Data Lineage (DL) has been promised, conceptualized and even implemented in many organizations to be the holy grail of understanding data within complex technologies.
Data lineage in financial services
Data lineage gained prominence in the Financial Services from the regulatory framework of the FED (CCAR etc.) and ECB (BCBS 2329). With regulators asking banks for the origin of data in submissions, Data Lineage is a convenient form to show the origins and paths of data from source systems to Y9C form for example.
Myth of data lineage
DL has been touted to be many things it is not:
· Evidence of data integrity for regulators (arguably yes).
· Technology teams can look at the data flows to shorten the requirement phase of any new project (Not in most cases)
· Data Quality teams can use DL to create and manage quality problems in production systems (hardly)
· A convenient way for Business Analysts to source their reporting data (never seen it work).
Types of data lineage
Firms have adopted different methods to demonstrate DL in their enterprise. Some common examples (in reverse-order of complexity):
DL1) Logical Data Lineage
Functional or Role based Data mapping
DL2) System Data Lineage
Power Designer based data models or System-level flows
DL3) Attribute Data Lineage
Attribute-level mapping of transformations and data flows
Challenges in implementing data lineage
Complexity of representing data flows is of course directly proportional to the number of systems, databases and business reporting/applications. In large banks or insurance companies, the legacy technology debt accrued over the years makes this task difficult (if not impossible).

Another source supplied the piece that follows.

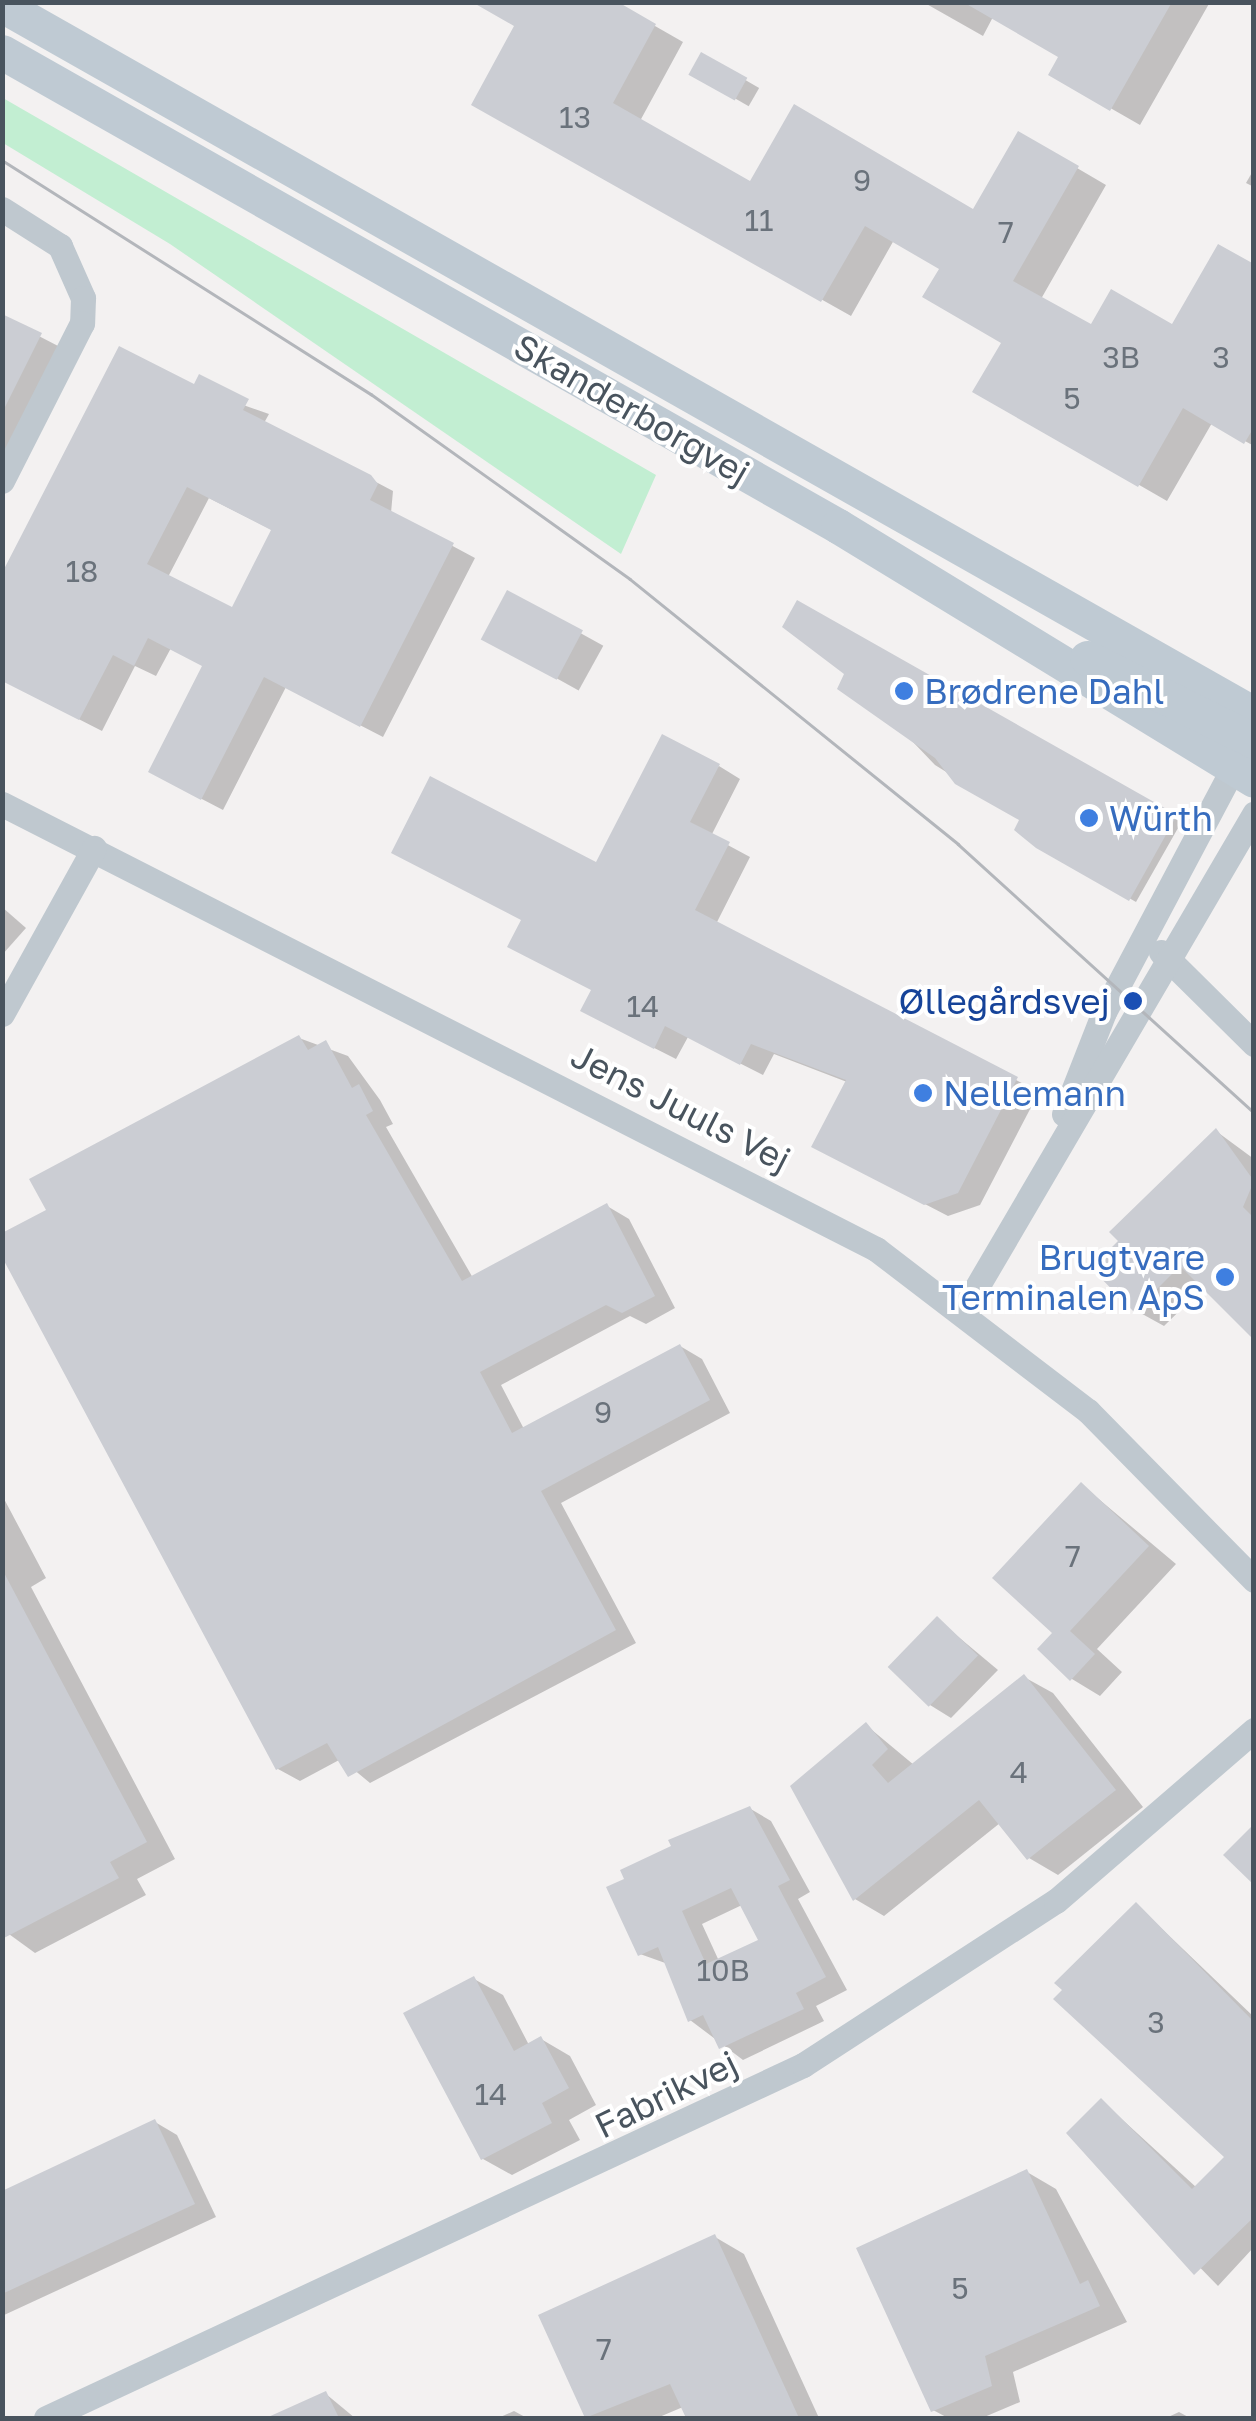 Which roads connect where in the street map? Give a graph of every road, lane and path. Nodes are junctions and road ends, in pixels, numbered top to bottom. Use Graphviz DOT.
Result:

Lack of documentations, data models makes the process to decipher and build data flow diagrams is a frequent complaint. Most system-level and attribute-level lineage results are either grossly incorrect or such little coverage to be useful.
DL1: A good place to start is via organization-wide surveys or interviews with business users, SMEs and Technology teams. This logical mapping is usually a very good start to get a feel for the complexity involved in deciding whether to pursue with more detailed data lineage exercise. [Technology: Excel, Vizio, PowerDesigner, Erwin etc.]
DL2: This is generally a technology-led exercise that only has the expertise to document these flows. [Technology: Excel, Vizio, PowerDesigner, Collibra etc.]
DL3: The presence of data transformation layers (ETLs) adds a level of complexity that cannot be solved by superficial hand-waving. If ETL logic cannot be touched as part of the lineage exercise, DL3-level Lineage exercises will fail. [Technology Tools: Vizio, Graph Databases such as neo4j, Collibra, EA tools etc.]